気鋭の批評家・藤田直哉の最新刊『現代ネット政治=文化論: AI、オルタナ右翼、ミソジニー、ゲーム、陰謀論、アイデンティティ』(作品社)より「第一部 ネット時代の政治=文化」を一部抜粋。
ゼロ年代の言説は、分裂していた。オタクやネットを扱う「ゼロ年代批評」と、格差や労働の問題を扱う「格差論壇」「ロスジェネ論壇」に。
前者は、社会や政治の問題を忌避する傾向があった。2004年に流行語になった「萌え」という言葉が象徴する、社会や世界の問題を無視して多幸感に浸れる疑似的なユートピアを描くフィクションに耽溺する者たちが多数支持した。
一方、この社会や生の深刻な問題に直面し、なんとかしようとする者たちが後者であり、その間に、感性・認識・ライフスタイルの次元での深刻な分断があったと言ってもいい。

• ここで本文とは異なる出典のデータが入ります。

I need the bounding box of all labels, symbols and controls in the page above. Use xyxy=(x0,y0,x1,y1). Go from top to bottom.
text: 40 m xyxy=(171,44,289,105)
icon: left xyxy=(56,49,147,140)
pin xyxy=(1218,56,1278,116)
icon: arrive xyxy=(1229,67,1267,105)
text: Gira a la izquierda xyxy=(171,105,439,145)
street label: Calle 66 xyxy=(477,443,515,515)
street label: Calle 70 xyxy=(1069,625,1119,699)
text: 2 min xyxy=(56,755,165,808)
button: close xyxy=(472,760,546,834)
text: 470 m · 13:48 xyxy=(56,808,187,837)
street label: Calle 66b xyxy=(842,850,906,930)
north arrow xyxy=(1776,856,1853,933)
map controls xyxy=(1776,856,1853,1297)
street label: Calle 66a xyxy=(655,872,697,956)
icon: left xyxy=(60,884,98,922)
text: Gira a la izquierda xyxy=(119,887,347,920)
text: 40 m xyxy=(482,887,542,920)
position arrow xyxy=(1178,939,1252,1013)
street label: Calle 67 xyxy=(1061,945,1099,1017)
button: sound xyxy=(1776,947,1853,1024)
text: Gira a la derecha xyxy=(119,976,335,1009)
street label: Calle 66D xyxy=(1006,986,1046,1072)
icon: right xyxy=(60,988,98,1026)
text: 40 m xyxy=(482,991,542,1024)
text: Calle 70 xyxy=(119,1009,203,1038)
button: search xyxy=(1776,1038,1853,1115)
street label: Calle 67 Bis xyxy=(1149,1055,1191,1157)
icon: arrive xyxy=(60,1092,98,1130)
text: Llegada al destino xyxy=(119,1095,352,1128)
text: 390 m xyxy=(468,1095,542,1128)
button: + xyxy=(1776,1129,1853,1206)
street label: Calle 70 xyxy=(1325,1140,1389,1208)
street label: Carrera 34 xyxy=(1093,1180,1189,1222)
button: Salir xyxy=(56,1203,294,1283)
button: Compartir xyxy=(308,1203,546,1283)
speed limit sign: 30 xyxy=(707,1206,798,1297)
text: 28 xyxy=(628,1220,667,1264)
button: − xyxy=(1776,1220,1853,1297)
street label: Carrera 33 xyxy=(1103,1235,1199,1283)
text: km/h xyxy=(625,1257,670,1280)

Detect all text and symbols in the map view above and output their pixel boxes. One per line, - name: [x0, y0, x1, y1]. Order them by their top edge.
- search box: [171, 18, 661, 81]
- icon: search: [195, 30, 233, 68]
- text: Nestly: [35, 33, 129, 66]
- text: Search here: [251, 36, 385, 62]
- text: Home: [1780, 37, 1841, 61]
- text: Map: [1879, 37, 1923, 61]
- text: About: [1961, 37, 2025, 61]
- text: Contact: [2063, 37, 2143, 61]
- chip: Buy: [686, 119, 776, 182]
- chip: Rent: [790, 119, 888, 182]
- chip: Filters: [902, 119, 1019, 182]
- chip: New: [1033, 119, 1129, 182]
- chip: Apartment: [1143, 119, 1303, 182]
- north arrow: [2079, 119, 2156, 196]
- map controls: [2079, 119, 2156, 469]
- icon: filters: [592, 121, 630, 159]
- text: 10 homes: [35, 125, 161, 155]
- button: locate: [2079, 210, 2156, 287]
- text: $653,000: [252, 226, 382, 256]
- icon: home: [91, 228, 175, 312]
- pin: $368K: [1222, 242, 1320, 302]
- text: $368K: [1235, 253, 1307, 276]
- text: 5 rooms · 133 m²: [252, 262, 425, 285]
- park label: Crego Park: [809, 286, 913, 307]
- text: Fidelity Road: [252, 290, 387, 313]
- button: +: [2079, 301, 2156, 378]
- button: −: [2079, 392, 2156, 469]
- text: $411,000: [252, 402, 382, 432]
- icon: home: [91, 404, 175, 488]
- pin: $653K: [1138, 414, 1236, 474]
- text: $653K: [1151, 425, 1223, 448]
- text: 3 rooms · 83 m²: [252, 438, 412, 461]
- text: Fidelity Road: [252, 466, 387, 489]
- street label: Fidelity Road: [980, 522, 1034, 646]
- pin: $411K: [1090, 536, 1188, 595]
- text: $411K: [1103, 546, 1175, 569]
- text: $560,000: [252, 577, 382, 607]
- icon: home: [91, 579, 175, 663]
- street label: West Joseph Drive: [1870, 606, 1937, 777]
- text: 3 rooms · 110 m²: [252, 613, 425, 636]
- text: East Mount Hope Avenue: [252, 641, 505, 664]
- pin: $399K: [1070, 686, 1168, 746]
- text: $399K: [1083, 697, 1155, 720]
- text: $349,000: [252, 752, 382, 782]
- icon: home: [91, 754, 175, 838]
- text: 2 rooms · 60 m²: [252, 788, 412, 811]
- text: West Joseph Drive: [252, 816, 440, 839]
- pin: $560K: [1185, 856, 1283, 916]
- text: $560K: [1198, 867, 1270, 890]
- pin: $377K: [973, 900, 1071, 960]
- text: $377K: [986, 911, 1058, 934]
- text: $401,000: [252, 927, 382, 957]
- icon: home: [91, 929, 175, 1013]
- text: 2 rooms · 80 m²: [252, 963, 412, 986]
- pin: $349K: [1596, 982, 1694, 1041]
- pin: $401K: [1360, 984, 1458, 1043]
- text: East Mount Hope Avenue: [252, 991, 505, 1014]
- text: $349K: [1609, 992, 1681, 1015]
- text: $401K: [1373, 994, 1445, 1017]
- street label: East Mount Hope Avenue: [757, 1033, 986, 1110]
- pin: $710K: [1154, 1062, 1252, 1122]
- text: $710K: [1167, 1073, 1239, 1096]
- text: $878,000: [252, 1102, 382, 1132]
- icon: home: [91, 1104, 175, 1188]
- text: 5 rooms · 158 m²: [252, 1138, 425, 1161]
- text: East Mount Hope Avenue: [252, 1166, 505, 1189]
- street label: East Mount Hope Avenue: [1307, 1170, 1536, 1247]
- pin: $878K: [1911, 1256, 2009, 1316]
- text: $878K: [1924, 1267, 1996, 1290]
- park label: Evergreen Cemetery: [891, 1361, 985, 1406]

前者は後者を「冷笑」することが多かった。当時、圧倒的に影響力があったのは前者だった。今から振り返れば、正しかったのは後者であったと思われるかもしれない。
2001年に小泉内閣が誕生し、経済財政政策担当大臣に竹中平蔵が就任した。「構造改革」がキャッチフレーズになり、新自由主義路線に大きく舵が切られた。
2004年には山田昌弘『希望格差社会』が刊行され、格差の再生産などに警鐘が鳴らされ、2005年には本田由紀『多元化する「能力」と日本社会―ハイパー・メリトクラシー化のなかで』が刊行されメリトクラシー(能力主義)の問題が指摘される。
これらを問題視する者に対して、2ちゃんねるなどでの多くの論調は、主張を真面目に受け取らず、「ブサヨ」「反日」などと叩くのが大多数だった。
生活保護やニートや童貞や無職を叩いて嘲笑し、「自己責任」とする論調も強かった。2004年イラク日本人人質事件では「自己責任」の大合唱であったことは今でも良く覚えている。
現在とは異なり、2000年代前半では、ニートやフリーターは、「自己責任」であり「心の闇」の問題として心理化される傾向があった。
不況と、日経連の「新時代の日本的経営」による提言で正規と非正規に労働者を分断したことなどによって、ニートやフリーターが増大していることは、政策的にも統計的にも明らかであるにもかかわらず、当人たちの内面に責任を帰し、社会全体が彼らを犠牲にしながらその利益を得たのだ。
そしてその「自己責任」という認識を当人たちに内面化させるという卑劣なことまで行われた。ある意味で、虐待と洗脳に近い。
だからなのか、2ちゃんねるなどでは、「無職」「童貞」「ニート」などの煽りや自嘲も多かった。ただ、当時はまだ悲壮感がなく、ユーモアもあった。